Upon finishing this, Chris came home and I told him what I was doing. Immediately, he tried to talk me out of it, asserting that floating point was good enough for geocoding. I tried to counter by explaining all the floating point calculations being performed in distance, but in the end he won. I no longer think it would be a very important change to convert everything in geopy to use the Decimal type.
What finally convinced me was this quote from the Vincenty distance page I used for reference:
Vincenty’s formula is accurate to within 0.5mm, or 0.000015″ (!), on the ellipsoid being used.
0.000015 arcseconds is about 4.16667e-9 degrees.
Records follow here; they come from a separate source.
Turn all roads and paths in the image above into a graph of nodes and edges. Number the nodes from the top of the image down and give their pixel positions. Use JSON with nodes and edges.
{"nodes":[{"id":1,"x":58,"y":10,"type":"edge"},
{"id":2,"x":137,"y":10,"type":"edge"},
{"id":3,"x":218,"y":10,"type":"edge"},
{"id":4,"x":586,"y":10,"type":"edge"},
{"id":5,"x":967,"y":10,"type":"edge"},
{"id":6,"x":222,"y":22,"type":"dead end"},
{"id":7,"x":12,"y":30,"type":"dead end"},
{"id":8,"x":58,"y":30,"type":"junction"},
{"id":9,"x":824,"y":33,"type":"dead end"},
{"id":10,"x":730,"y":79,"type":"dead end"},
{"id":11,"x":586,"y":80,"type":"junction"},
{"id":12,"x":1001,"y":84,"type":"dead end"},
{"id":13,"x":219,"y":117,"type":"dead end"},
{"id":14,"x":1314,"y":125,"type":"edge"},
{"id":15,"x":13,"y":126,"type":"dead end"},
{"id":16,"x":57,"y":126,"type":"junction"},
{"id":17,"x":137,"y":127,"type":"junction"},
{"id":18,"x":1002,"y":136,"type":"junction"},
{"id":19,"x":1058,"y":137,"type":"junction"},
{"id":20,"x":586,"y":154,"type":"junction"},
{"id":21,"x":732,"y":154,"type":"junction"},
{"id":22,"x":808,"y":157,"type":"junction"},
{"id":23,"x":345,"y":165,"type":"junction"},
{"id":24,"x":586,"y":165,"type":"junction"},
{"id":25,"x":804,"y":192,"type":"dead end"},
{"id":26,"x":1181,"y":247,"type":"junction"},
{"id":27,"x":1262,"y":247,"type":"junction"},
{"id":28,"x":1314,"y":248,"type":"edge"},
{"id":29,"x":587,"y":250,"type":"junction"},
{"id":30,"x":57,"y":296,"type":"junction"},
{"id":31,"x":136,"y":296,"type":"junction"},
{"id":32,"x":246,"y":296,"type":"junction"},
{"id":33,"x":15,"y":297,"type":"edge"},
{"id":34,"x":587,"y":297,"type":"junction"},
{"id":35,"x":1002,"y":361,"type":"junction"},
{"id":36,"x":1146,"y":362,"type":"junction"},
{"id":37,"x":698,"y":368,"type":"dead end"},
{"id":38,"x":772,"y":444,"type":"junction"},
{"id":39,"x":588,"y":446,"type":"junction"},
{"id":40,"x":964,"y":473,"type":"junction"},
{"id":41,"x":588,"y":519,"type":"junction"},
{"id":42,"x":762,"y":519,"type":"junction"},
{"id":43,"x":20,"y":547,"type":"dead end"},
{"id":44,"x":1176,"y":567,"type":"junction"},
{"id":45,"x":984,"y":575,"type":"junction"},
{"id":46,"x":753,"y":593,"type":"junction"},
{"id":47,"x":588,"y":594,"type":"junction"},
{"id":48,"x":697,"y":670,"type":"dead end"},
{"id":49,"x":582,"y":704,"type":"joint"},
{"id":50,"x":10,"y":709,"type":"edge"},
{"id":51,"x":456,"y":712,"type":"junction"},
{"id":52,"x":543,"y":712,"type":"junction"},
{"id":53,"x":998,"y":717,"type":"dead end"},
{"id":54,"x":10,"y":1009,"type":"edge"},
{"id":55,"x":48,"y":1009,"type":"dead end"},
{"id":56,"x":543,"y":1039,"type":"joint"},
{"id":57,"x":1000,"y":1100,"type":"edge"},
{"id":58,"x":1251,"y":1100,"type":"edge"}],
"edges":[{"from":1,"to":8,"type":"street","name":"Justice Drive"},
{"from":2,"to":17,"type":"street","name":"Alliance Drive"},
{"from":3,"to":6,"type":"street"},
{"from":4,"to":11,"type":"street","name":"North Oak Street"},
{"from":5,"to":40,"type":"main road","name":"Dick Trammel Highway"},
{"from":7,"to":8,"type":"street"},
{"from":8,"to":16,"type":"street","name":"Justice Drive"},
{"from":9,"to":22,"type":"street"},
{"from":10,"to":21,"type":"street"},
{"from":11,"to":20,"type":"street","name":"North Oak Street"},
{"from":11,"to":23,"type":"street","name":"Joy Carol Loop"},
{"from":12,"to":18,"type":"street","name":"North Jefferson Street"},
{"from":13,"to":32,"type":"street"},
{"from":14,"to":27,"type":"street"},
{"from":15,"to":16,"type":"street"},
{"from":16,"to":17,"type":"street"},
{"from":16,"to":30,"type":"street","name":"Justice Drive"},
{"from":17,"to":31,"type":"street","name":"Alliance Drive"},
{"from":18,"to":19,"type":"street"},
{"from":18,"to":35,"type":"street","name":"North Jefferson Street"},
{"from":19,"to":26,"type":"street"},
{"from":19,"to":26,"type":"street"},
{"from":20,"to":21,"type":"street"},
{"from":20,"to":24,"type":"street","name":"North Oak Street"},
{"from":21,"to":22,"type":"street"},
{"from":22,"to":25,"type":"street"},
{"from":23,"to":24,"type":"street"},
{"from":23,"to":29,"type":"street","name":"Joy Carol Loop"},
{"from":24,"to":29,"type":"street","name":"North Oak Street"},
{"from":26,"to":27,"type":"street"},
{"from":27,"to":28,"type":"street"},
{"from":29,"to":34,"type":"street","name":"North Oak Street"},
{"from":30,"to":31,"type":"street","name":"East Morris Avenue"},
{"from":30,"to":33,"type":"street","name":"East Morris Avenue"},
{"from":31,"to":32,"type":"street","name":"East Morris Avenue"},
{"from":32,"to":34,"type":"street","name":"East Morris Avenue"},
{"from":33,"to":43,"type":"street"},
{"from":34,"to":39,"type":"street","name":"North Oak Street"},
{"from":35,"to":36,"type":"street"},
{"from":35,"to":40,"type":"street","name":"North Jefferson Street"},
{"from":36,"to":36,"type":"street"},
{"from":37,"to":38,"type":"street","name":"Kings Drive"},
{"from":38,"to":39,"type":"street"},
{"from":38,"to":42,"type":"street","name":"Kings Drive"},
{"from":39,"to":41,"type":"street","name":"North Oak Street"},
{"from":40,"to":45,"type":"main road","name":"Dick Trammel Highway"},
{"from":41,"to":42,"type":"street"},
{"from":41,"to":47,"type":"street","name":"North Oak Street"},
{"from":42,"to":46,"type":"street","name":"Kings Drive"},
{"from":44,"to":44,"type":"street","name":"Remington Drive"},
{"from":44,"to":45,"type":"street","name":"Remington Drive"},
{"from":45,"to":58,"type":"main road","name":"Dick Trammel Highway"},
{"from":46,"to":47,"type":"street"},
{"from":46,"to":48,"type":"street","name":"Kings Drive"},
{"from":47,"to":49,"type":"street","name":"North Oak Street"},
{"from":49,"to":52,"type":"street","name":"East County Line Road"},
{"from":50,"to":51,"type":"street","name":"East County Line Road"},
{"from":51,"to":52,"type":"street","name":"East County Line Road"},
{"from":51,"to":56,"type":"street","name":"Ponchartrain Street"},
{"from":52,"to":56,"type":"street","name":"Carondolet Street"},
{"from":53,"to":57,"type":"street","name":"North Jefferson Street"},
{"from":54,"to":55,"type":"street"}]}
Well, if floating point is good to about 10 decimal places, I guess Chris wins this time...
Still, if anyone wants Decimal support in the future, maybe I'll just ask Don Peterson for permission to include decimalfuncs with geopy...
Update: On second thought, maybe I will just continue implementing my own trig functions for Decimals. Chris and I just spent a while investigating the precision of my atan vs. decimalfunc's, and mine seems to be faster and more precise.
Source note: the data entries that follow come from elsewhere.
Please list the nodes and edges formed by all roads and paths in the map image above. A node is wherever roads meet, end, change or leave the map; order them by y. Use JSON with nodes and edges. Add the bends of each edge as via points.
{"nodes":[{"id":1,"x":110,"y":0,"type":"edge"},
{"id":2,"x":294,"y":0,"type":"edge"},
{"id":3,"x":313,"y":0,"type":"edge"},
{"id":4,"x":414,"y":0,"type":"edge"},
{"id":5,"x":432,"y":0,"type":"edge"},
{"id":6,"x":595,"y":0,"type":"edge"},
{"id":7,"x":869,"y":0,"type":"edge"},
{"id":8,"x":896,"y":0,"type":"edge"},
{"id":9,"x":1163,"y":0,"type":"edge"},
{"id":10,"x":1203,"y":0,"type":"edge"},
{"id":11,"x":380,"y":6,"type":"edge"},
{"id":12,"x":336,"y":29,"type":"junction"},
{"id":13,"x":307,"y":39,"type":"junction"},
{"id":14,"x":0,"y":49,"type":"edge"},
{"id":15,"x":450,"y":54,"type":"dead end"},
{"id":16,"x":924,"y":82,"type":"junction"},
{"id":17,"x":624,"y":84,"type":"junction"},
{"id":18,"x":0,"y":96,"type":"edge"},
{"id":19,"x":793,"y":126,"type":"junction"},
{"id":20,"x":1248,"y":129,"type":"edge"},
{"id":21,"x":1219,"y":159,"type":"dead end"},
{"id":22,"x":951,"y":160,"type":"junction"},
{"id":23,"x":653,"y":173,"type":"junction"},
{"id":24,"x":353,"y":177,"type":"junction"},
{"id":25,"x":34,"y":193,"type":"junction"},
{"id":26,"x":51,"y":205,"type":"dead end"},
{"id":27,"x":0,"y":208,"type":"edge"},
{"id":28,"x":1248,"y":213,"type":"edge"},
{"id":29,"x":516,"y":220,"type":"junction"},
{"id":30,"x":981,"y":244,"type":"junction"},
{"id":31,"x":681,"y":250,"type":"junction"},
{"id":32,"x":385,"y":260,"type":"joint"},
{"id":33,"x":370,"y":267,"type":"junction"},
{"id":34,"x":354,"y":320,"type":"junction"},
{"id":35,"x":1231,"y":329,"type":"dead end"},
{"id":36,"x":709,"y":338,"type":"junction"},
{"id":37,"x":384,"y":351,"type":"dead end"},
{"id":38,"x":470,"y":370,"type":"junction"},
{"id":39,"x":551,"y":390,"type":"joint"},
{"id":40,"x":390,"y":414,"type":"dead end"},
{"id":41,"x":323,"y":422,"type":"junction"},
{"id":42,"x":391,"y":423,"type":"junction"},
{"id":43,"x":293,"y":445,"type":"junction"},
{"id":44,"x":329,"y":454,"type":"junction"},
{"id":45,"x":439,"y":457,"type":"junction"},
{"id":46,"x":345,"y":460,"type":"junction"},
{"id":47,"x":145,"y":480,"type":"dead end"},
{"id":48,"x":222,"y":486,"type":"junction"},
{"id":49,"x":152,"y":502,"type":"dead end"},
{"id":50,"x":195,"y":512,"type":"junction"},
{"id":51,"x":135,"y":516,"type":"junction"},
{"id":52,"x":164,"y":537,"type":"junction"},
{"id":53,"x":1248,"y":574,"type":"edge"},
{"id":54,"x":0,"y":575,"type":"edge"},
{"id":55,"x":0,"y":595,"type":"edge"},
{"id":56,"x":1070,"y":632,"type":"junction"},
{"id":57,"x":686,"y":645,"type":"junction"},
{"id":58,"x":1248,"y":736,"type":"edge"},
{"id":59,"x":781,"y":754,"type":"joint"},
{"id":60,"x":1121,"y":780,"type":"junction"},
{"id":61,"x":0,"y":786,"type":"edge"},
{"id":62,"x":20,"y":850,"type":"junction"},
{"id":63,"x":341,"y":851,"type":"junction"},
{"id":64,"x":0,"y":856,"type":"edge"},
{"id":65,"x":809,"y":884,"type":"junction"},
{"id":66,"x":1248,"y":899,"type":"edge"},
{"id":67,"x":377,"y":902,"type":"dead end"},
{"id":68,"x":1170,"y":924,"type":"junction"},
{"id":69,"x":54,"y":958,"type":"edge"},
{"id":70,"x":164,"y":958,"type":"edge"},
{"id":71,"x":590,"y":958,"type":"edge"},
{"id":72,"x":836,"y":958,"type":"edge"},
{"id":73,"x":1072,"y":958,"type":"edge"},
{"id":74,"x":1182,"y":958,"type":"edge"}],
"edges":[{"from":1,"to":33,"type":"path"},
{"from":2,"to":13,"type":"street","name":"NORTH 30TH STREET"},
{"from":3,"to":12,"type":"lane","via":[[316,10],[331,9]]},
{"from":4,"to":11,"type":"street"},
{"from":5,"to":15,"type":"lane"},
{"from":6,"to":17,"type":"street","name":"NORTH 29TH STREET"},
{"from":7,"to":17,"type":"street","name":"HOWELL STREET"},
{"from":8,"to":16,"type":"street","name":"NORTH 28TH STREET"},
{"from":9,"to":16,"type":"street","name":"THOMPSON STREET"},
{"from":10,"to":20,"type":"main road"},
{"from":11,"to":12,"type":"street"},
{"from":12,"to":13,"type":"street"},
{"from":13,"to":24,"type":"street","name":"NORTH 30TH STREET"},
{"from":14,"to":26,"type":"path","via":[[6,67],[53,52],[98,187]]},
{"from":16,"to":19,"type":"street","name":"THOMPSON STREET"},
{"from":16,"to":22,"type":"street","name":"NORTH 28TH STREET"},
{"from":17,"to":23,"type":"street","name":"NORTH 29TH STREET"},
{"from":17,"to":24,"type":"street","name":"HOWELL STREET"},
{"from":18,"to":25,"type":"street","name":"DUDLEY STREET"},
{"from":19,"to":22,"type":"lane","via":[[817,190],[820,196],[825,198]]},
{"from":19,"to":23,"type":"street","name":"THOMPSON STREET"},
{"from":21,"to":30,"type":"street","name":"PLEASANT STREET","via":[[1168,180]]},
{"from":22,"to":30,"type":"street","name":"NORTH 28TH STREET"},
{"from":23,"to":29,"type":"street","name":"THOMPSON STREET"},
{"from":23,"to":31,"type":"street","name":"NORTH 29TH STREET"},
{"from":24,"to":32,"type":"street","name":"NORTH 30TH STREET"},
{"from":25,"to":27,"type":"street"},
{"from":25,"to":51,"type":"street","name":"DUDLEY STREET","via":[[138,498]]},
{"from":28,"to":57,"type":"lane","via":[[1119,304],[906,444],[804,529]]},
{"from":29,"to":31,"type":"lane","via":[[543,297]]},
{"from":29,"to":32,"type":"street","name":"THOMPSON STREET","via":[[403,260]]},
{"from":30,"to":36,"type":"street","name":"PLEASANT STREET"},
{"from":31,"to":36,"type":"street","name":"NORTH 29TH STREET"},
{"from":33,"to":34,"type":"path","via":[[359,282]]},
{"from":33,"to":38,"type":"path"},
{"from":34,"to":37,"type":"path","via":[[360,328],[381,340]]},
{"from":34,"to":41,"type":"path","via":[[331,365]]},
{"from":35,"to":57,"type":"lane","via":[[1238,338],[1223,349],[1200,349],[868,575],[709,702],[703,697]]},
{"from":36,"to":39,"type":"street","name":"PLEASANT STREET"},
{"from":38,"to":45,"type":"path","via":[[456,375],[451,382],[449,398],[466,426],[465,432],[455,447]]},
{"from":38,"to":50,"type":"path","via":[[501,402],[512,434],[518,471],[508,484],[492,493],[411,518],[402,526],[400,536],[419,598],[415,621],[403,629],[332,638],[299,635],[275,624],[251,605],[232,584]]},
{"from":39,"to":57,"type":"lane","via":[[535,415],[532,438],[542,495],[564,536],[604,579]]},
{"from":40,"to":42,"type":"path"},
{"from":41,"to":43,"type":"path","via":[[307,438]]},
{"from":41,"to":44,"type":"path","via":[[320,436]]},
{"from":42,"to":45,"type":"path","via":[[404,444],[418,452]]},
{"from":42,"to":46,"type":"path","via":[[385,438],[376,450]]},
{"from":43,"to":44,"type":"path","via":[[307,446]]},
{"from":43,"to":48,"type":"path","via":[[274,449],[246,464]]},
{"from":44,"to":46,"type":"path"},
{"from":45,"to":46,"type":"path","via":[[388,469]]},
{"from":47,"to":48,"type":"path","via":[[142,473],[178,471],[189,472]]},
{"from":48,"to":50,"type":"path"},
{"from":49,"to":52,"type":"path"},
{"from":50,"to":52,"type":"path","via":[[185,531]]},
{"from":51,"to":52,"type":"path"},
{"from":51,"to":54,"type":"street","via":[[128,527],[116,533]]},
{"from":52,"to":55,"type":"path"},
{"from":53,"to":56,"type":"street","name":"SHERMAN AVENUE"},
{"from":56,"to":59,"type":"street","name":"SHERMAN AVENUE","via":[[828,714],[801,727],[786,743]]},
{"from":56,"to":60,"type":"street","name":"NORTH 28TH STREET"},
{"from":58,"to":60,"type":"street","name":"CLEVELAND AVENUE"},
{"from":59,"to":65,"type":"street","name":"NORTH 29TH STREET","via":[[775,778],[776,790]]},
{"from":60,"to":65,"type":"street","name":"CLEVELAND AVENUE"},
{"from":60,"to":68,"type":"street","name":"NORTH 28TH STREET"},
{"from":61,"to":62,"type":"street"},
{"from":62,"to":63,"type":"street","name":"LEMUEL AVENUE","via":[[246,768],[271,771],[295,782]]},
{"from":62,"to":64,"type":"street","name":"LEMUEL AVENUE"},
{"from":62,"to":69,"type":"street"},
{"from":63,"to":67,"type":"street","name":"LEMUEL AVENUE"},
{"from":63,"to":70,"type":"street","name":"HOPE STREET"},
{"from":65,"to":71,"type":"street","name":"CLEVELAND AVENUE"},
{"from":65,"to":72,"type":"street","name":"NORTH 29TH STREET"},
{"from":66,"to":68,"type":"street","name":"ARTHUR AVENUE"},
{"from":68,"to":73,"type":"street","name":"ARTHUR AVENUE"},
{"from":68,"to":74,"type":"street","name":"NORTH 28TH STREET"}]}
geopy gets distance and util modules
If you check out geopy trunk right now you'll notice a few changes.
I introduced two modules: util and distance.
util now contains the parse_geo and arc_angle functions, and will grow more in the future.
distance is a bigger addition and contains helpful functions for calculating geodesic distances. I planned to add this eventually, but development was sparked by a request from Chris Mulligan.
There are two distance formulas: Great-circle (aka haversine, aka spherical law of cosines) distance and Vincenty distance.
Great-circle distance uses a spherical model of the earth, using the average great-circle radius of 6372.795 kilometers (this is configurable). This results in an error of up to about 0.5%.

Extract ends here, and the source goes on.